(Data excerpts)
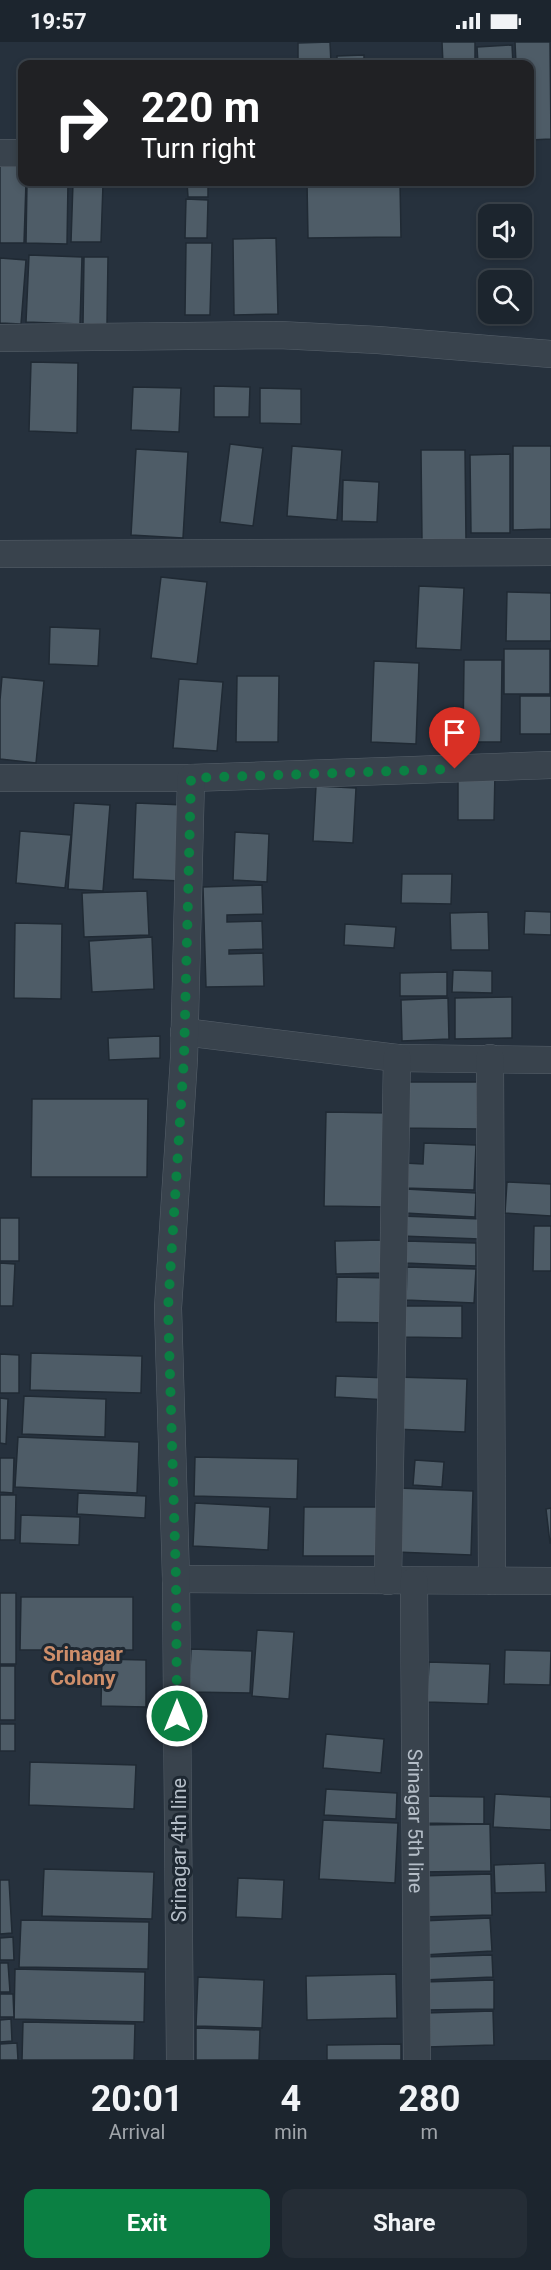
<!DOCTYPE html>
<html lang="en">
<head>
<meta charset="utf-8">
<style>
  body { margin:0; font-family:Roboto,sans-serif; background:#252d36; color:#f1f3f6; height:100vh; display:flex; flex-direction:column; font-size:22px; white-space:nowrap }
  * { box-sizing:border-box; margin:0 }
  p { font-size:20px; color:#a0a5aa }
  .icon { flex:none; width:33px; height:33px; fill:none; stroke:currentColor; stroke-width:2; stroke-linecap:round; stroke-linejoin:round }
  .map { position:relative; height:2018px; overflow:hidden }
  .details { display:flex; flex-direction:column; background:#1c252e; flex:1 }
  .details>* { flex:none }
  .top-card { position:absolute; left:18px; top:18px; width:516px; height:126px; border-radius:12px; box-shadow:0 3px 9px #0003,0 0 0 2px #3a424a; background:#202124; color:#fff; overflow:hidden }
  .fabs { position:absolute; left:478px; top:162px; display:grid; gap:12px }
  .fabs a { display:grid; place-items:center; width:54px; height:54px; border-radius:12px; background:#1c252e; box-shadow:0 3px 9px #0003,0 0 0 2px #3a424a; font-size:30px }
  .pin { position:absolute; display:grid; place-items:center; width:51px; height:51px; color:#fff; margin:-62px -26px; border-radius:50% 50% 50% 0; rotate:-45deg; box-shadow:0 0 6px #0007 }
  .pin .icon { rotate:45deg }
  .me { position:absolute; width:66px; margin:-33px; rotate:0deg; stroke-linejoin:round; filter:drop-shadow(0 0 4px #0008) }
  .turn { display:flex; align-items:center; gap:21px; height:126px; padding:0 24px; font-size:27px }
  .turn .icon { width:78px; height:78px; stroke-width:2.5 }
  .turn b { display:block; font-size:42px; line-height:51px }
  .eta { display:flex; justify-content:space-evenly; align-items:center; height:102px; text-align:center }
  .eta b { font-size:36px; font-weight:700; line-height:42px }
  .button { display:flex; gap:12px; margin-top:auto; padding:12px 24px }
  .button a { flex:1; height:69px; border-radius:12px; background:#0b8043; color:#fff; font-size:24px; font-weight:700; line-height:69px; text-align:center }
  .button a+a { background:#252d36; color:#f1f3f6 }
  .status { display:flex; justify-content:space-between; align-items:center; height:42px; padding:0 30px; background:#1c252e; direction:ltr }
  .status svg { height:16px; fill:currentColor }
  .map>svg:first-child { display:block }
</style>
</head>
<body>
<div class="status"><b>19:57</b><svg viewBox="0 0 49 12"><path d="M0 12V9h3v3zM5 12V6h3v6zM10 12V3h3v9zM15 12V0h3v12zM26 1h20v11H26zM47 4h2v5h-2z"/></svg></div>
<div class="map">
<svg width="551" height="2018" viewBox="0 0 551 2018">
  <rect width="100%" height="100%" fill="#26313d"/>
  <g fill="#4e5c67" stroke="#202a34" stroke-width="1.5">
    <polygon points="330,0 331,22 298,22 298,1"/>
    <polygon points="442,0 475,0 475,22 443,22"/>
    <polygon points="515,0 550,0 551,97 530,98 530,22 516,22"/>
    <polygon points="512,3 513,22 478,22 477,5"/>
    <polygon points="364,13 364,22 337,22 337,14"/>
    <polygon points="0,122 22,123 22,140 26,140 24,201 0,201"/>
    <polygon points="27,140 68,140 67,202 26,201"/>
    <polygon points="187,140 208,140 208,155 188,155"/>
    <polygon points="307,140 400,140 401,195 308,196"/>
    <polygon points="73,141 103,142 101,200 71,200"/>
    <polygon points="186,157 208,158 207,196 185,196"/>
    <polygon points="276,196 278,272 234,273 233,197"/>
    <polygon points="186,201 212,201 210,273 185,273"/>
    <polygon points="29,213 82,215 80,282 26,280"/>
    <polygon points="84,215 108,215 107,282 83,282"/>
    <polygon points="0,216 26,218 21,282 0,281"/>
    <polygon points="31,320 78,321 77,391 29,389"/>
    <polygon points="214,344 250,345 249,375 214,375"/>
    <polygon points="133,345 181,346 179,390 131,388"/>
    <polygon points="260,346 301,347 301,382 260,381"/>
    <polygon points="230,402 263,406 253,484 220,480"/>
    <polygon points="292,404 342,408 337,478 287,474"/>
    <polygon points="513,404 551,404 551,487 513,488"/>
    <polygon points="136,407 188,410 183,496 131,493"/>
    <polygon points="421,408 465,408 466,498 422,498"/>
    <polygon points="510,412 510,491 471,491 470,413"/>
    <polygon points="343,438 379,440 377,480 342,479"/>
    <polygon points="161,535 207,540 197,622 151,616"/>
    <polygon points="419,544 464,546 461,608 416,606"/>
    <polygon points="507,550 551,551 551,599 506,599"/>
    <polygon points="50,585 100,587 98,624 49,622"/>
    <rect x="504" y="607" width="46" height="45"/>
    <polygon points="464,618 502,618 501,700 463,700"/>
    <polygon points="374,619 419,621 416,702 371,700"/>
    <polygon points="237,634 279,634 278,700 236,700"/>
    <polygon points="2,635 44,639 36,721 0,717 0,658"/>
    <polygon points="179,637 223,640 217,709 173,706"/>
    <rect x="520" y="654" width="31" height="38"/>
    <polygon points="458,729 495,730 494,778 458,778"/>
    <polygon points="316,744 356,746 353,801 313,799"/>
    <polygon points="74,761 110,763 103,849 68,847"/>
    <polygon points="136,761 184,763 181,839 133,837"/>
    <polygon points="20,789 71,793 65,846 16,841"/>
    <polygon points="235,790 269,792 267,840 233,838"/>
    <polygon points="402,832 452,832 451,862 401,861"/>
    <polygon points="262,843 263,872 227,873 227,880 262,879 263,907 229,908 229,912 263,911 264,944 206,945 203,845"/>
    <polygon points="147,849 149,893 84,895 82,851"/>
    <polygon points="525,869 551,870 551,893 524,892"/>
    <polygon points="488,870 489,908 451,908 450,871"/>
    <polygon points="15,881 62,882 61,957 14,956"/>
    <polygon points="345,882 396,885 394,906 344,903"/>
    <polygon points="152,895 154,947 92,950 89,899"/>
    <polygon points="453,928 492,929 492,951 452,950"/>
    <polygon points="447,930 447,954 400,954 400,931"/>
    <polygon points="512,955 512,996 455,997 455,956"/>
    <polygon points="448,956 449,997 402,999 401,958"/>
    <polygon points="160,994 160,1016 109,1018 108,996"/>
    <polygon points="400,1040 482,1040 481,1087 399,1086"/>
    <polygon points="32,1057 148,1057 147,1135 31,1135"/>
    <polygon points="326,1070 390,1071 388,1165 324,1164"/>
    <polygon points="424,1101 476,1103 474,1148 403,1146 404,1121 423,1122"/>
    <polygon points="507,1140 551,1142 551,1174 505,1171"/>
    <polygon points="406,1147 476,1151 475,1175 405,1171"/>
    <polygon points="401,1174 481,1177 480,1197 401,1194"/>
    <rect x="0" y="1176" width="19" height="43"/>
    <polygon points="534,1184 551,1184 551,1229 533,1229"/>
    <polygon points="382,1198 382,1231 336,1232 335,1199"/>
    <polygon points="406,1199 476,1201 476,1224 405,1221"/>
    <polygon points="0,1221 15,1222 13,1264 0,1264"/>
    <polygon points="407,1225 476,1227 474,1261 406,1258"/>
    <polygon points="337,1235 391,1236 391,1281 336,1280"/>
    <polygon points="403,1264 462,1264 462,1296 403,1295"/>
    <polygon points="31,1311 142,1314 141,1351 30,1348"/>
    <polygon points="0,1312 19,1313 19,1351 0,1351"/>
    <polygon points="336,1334 389,1336 388,1358 335,1355"/>
    <polygon points="396,1335 467,1337 465,1390 394,1387"/>
    <polygon points="24,1354 106,1357 105,1395 22,1392"/>
    <polygon points="0,1356 8,1357 6,1402 0,1401"/>
    <polygon points="18,1395 139,1400 137,1451 15,1445"/>
    <polygon points="195,1415 298,1417 297,1457 194,1454"/>
    <polygon points="0,1416 14,1416 13,1451 0,1450"/>
    <polygon points="415,1418 444,1420 442,1445 413,1443"/>
    <polygon points="398,1446 473,1449 471,1513 396,1510"/>
    <polygon points="78,1451 146,1454 145,1476 77,1472"/>
    <polygon points="0,1453 16,1453 15,1498 0,1498"/>
    <polygon points="195,1461 270,1465 268,1508 193,1504"/>
    <polygon points="304,1465 380,1465 380,1514 303,1514"/>
    <polygon points="551,1466 551,1501 550,1501 546,1467"/>
    <polygon points="21,1473 80,1475 79,1503 20,1501"/>
    <rect x="0" y="1551" width="16" height="71"/>
    <polygon points="21,1555 133,1555 133,1608 20,1608"/>
    <polygon points="257,1588 294,1590 289,1657 252,1654"/>
    <polygon points="191,1607 252,1609 250,1651 189,1650"/>
    <polygon points="505,1608 551,1609 550,1643 504,1642"/>
    <polygon points="102,1617 146,1618 146,1665 101,1664"/>
    <polygon points="429,1620 490,1622 488,1662 427,1660"/>
    <rect x="0" y="1624" width="15" height="54"/>
    <rect x="0" y="1682" width="15" height="27"/>
    <polygon points="326,1692 384,1697 381,1731 323,1726"/>
    <polygon points="30,1720 136,1723 134,1767 29,1763"/>
    <polygon points="326,1747 397,1751 396,1777 324,1773"/>
    <polygon points="495,1752 551,1755 551,1788 493,1785"/>
    <polygon points="421,1754 484,1755 484,1782 420,1781"/>
    <polygon points="323,1778 398,1781 395,1841 319,1837"/>
    <polygon points="490,1782 491,1829 419,1830 419,1783"/>
    <polygon points="545,1821 546,1850 495,1851 494,1823"/>
    <polygon points="44,1827 154,1830 152,1877 42,1874"/>
    <polygon points="491,1832 492,1873 420,1875 419,1834"/>
    <polygon points="238,1836 284,1838 282,1877 236,1875"/>
    <polygon points="0,1838 9,1838 12,1891 0,1892"/>
    <polygon points="490,1876 492,1909 423,1913 421,1879"/>
    <polygon points="21,1878 149,1880 148,1927 19,1925"/>
    <polygon points="13,1895 14,1918 0,1918 0,1896"/>
    <polygon points="492,1913 493,1935 423,1938 422,1915"/>
    <polygon points="0,1921 8,1921 10,1950 0,1950"/>
    <polygon points="15,1927 145,1930 144,1980 14,1977"/>
    <polygon points="396,1932 397,1976 307,1978 306,1934"/>
    <polygon points="198,1935 264,1938 262,1986 196,1984"/>
    <polygon points="494,1938 494,1967 424,1968 423,1940"/>
    <polygon points="0,1952 13,1952 14,1975 0,1975"/>
    <polygon points="493,1969 494,2003 427,2005 425,1971"/>
    <polygon points="11,1977 12,1999 0,2000 0,1978"/>
    <polygon points="23,1980 135,1982 134,2018 22,2018"/>
    <polygon points="196,1986 260,1988 259,2018 196,2018"/>
    <polygon points="17,2001 18,2018 0,2018 0,2002"/>
    <polygon points="401,2002 401,2018 327,2018 327,2003"/>
  </g>
  <g fill="none" stroke-linecap="round" stroke-linejoin="round">
    <defs>
      <g id="minor">
        <polyline points="0,111 22,111"/>
        <polyline points="0,296 279,293 378,298 551,312"/>
        <polyline points="0,512 551,510"/>
        <polyline points="0,736 191,736 551,723"/>
        <polyline points="184,990 397,1016 551,1018"/>
        <polyline points="490,1016 492,1539"/>
        <polyline points="176,1537 551,1539"/>
        <polyline points="388,1539 397,1016"/>
        <path id="s1" d="M414 1539 417 2018"/>
        <polyline points="180,2018 176,1537 168,1266 184,1016 191,736"/>
      </g>
    </defs>
    <use href="#minor" stroke="#57616b" stroke-width="28"/>
    <use href="#minor" stroke="#39434d" stroke-width="27"/>
  </g>
  <g fill="none" stroke-linecap="round" stroke-linejoin="round">
    <polyline stroke="#0b8043" stroke-width="10" stroke-dasharray="0 18" points="177,1674 176,1537 168,1266 184,1016 191,736 455,727"/>
  </g>
  <g text-anchor="middle" stroke-width="6" stroke-linejoin="round" paint-order="stroke">
    <g font-size="20" fill="#b5bec8" stroke="#1e2832">
      <text dy="7" stroke="none"><textPath href="#s1" startOffset="240">Srinagar 5th line</textPath></text>
      <text transform="translate(179 1808) rotate(-90)" y="7">Srinagar 4th line</text>
    </g>
    <g font-size="21" font-weight="bold" fill="#ce8e6a" stroke="#1e2832">
      <text x="83" y="1619">Srinagar<tspan x="83" dy="24">Colony</tspan></text>
    </g>
  </g>
</svg>
<div class="fabs">
<a><svg class="icon" aria-label="sound" viewBox="0 0 24 24"><path d="M4 9h4l5-4v14l-5-4H4zM17 9q2 3 0 6"/></svg></a>
<a><svg class="icon" aria-label="search" viewBox="0 0 24 24"><circle cx="10" cy="10" r="6"/><path d="M15 15l6 6"/></svg></a>
</div>
<div class="pin" style="left:455px;top:727px;background:#d93025"><svg class="icon" aria-label="arrive" viewBox="0 0 24 24"><path d="M6 21V4h12l-3 4 3 4H6"/></svg></div>
<svg class="me" style="left:177px;top:1674px" viewBox="-20 -20 40 40"><circle r="17" fill="#0b8043" stroke="#fff" stroke-width="3"/><path d="M0-11L8 9 0 5-8 9z" fill="#fff"/></svg>
<div class="top-card">
<div class="turn"><svg class="icon" aria-label="right" viewBox="0 0 24 24"><path d="M7 20v-9h11M14 6l5 5-5 5"/></svg><div><b>220 m</b>Turn right</div></div>
</div>
</div>
<section class="details">
<div class="eta">
<div><b>20:01</b><p>Arrival</p></div>
<div><b>4</b><p>min</p></div>
<div><b>280</b><p>m</p></div>
</div>
<div class="button"><a>Exit</a><a>Share</a></div>
</section>
</body>
</html>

# BRIEF
Restate exactly, please, only the lines between the start of the data and the line containing "display:block; font-size:42px; line-height:51px", both ends included, skipping the pictures.

# WRITTEN SOLUTION
<!DOCTYPE html>
<html lang="en">
<head>
<meta charset="utf-8">
<style>
  body { margin:0; font-family:Roboto,sans-serif; background:#252d36; color:#f1f3f6; height:100vh; display:flex; flex-direction:column; font-size:22px; white-space:nowrap }
  * { box-sizing:border-box; margin:0 }
  p { font-size:20px; color:#a0a5aa }
  .icon { flex:none; width:33px; height:33px; fill:none; stroke:currentColor; stroke-width:2; stroke-linecap:round; stroke-linejoin:round }
  .map { position:relative; height:2018px; overflow:hidden }
  .details { display:flex; flex-direction:column; background:#1c252e; flex:1 }
  .details>* { flex:none }
  .top-card { position:absolute; left:18px; top:18px; width:516px; height:126px; border-radius:12px; box-shadow:0 3px 9px #0003,0 0 0 2px #3a424a; background:#202124; color:#fff; overflow:hidden }
  .fabs { position:absolute; left:478px; top:162px; display:grid; gap:12px }
  .fabs a { display:grid; place-items:center; width:54px; height:54px; border-radius:12px; background:#1c252e; box-shadow:0 3px 9px #0003,0 0 0 2px #3a424a; font-size:30px }
  .pin { position:absolute; display:grid; place-items:center; width:51px; height:51px; color:#fff; margin:-62px -26px; border-radius:50% 50% 50% 0; rotate:-45deg; box-shadow:0 0 6px #0007 }
  .pin .icon { rotate:45deg }
  .me { position:absolute; width:66px; margin:-33px; rotate:0deg; stroke-linejoin:round; filter:drop-shadow(0 0 4px #0008) }
  .turn { display:flex; align-items:center; gap:21px; height:126px; padding:0 24px; font-size:27px }
  .turn .icon { width:78px; height:78px; stroke-width:2.5 }
  .turn b { display:block; font-size:42px; line-height:51px }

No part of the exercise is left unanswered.